Osawa played with Peregrine from 2008 until 2018, except for the 2015–16 season, during which she moved to Detroit in the United States and played in the Women's Senior B league of the T1EHL with Victory Honda Sr. B.

In 2018, she moved to Luleå, Sweden, and signed with Luleå HF/MSSK, one of the top teams in the SDHL. She scored 18 points in 36 games during her rookie SDHL season. She notched six playoff assists as Luleå captured the Swedish Championship title. In July 2019, she suffered a torn hamstring at a pre-season national team camp, which sidelined her for two-thirds of the 2019–20 season. With Luleå, she won the Swedish Championship again in 2021.

== International career ==
As a junior player with the Japanese national under-18 team, Osawa participated in the IIHF U18 Women's World Championships at the Division I tournament in 2009 and served as team captain at the Top Division tournament in 2010. She was selected as the best forward by the directorate at the 2009 tournament and, in 2010, was selected as a top three player for Japan by the coaches.

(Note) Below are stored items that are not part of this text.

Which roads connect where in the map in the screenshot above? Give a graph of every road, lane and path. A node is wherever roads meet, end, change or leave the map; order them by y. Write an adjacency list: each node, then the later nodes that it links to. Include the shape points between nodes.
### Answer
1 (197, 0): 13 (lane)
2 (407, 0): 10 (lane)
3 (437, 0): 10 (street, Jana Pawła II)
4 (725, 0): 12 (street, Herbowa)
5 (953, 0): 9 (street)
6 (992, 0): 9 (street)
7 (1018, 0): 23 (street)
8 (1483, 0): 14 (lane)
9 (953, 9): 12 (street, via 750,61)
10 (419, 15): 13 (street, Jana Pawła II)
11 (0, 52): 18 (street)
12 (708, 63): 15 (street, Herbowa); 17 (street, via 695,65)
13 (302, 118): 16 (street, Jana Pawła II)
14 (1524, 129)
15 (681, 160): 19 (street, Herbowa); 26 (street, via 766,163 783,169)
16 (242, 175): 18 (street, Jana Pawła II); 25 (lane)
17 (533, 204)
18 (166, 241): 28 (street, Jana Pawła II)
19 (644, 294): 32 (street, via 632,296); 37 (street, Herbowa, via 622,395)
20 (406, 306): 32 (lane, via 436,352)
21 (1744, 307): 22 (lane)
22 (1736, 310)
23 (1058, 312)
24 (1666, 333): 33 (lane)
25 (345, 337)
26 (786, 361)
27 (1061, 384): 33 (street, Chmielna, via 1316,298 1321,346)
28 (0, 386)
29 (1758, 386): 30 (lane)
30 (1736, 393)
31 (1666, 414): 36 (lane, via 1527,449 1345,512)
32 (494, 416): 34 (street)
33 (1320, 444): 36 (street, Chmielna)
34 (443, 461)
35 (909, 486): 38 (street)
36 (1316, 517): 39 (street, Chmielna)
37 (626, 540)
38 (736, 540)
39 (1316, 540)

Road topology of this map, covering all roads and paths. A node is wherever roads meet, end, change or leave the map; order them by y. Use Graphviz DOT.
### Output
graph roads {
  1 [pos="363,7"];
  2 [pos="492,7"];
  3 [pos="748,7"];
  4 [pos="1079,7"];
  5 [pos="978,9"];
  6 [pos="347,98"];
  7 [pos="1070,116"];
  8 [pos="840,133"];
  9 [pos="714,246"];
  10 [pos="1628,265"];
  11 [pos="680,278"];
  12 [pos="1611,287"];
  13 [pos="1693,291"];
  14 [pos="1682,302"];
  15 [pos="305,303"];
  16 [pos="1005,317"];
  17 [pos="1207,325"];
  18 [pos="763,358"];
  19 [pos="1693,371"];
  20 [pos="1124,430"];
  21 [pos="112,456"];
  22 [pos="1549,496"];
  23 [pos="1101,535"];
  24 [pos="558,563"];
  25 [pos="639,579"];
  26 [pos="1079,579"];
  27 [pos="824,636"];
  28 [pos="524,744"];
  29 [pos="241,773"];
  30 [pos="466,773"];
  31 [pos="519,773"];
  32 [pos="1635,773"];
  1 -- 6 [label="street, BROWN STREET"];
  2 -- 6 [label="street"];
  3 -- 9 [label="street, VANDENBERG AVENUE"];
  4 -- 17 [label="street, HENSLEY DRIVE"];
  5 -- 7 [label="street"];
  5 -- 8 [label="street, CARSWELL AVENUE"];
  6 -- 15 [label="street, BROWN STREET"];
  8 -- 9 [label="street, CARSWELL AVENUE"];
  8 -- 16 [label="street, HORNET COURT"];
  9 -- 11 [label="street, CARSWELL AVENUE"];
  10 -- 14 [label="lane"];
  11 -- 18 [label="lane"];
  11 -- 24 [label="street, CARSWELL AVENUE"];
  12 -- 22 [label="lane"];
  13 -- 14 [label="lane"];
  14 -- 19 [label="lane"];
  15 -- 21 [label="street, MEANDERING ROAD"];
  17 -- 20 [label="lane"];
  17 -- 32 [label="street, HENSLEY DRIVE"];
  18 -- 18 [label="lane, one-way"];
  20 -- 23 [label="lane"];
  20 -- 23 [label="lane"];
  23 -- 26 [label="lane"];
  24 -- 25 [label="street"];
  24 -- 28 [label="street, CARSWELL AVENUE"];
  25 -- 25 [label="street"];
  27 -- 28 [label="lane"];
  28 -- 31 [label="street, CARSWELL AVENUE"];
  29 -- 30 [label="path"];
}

Osawa made her senior national team debut in November 2008 at the qualification for the women's ice hockey tournament at the 2010 Winter Olympics, though Japan narrowly missed qualifying. Her first senior international point was recorded in the women's ice hockey tournament at the 2011 Asian Winter Games, the game-tying goal scored in an eventual overtime victory against ; Japan won silver at the tournament.

The 2012 IIHF Women's Challenge Cup of Asia was the first tournament for which Osawa served as Japan's captain, and she led all tournament skaters in scoring, amassing 7 points (4 goals+3 assists) in four games, to lead Japan to a gold medal.

Osawa has represented Japan at eight IIHF Women's World Championships – five at the Top Division level and three at the Division I Group A level. She made her World Championship debut at the 2009 IIHF Women's World Championship at age 17. Named an alternate captain for the 2012 IIHF Women's World Championship Division I Group A, Osawa has served as team captain for every World Championship since 2013 – at the Division I Group A tournaments in 2013 and 2017, and the Top Division tournaments in 2015, 2016, 2019, and 2021.

Osawa captained Japan to victory in the Olympic qualification tournaments in 2013 and 2017, securing placement at the 2014 Winter Olympics and 2018 Winter Olympics. At the Olympic women's ice hockey tournament in 2014, Osawa tied Hanae Kubo to top the team's scoring ranks with 1 goal and 2 assists for 3 points in five games. At the Olympic women's ice hockey tournament in 2018, she recorded one assist.

== Personal life ==
Osawa was born in Tomakomai, a port city in southern Hokkaido, Japan. A second-generation ice hockey player, her father, Hirotoshi Osawa, represented at the Group B tournaments of the Ice Hockey World Championships in 1989, 1990, and 1991.

A graduate of Tomakomai Komazawa University, Osawa has worked for Dynax Corporation, a Tomakomai-based automotive parts manufacturer, since 2014.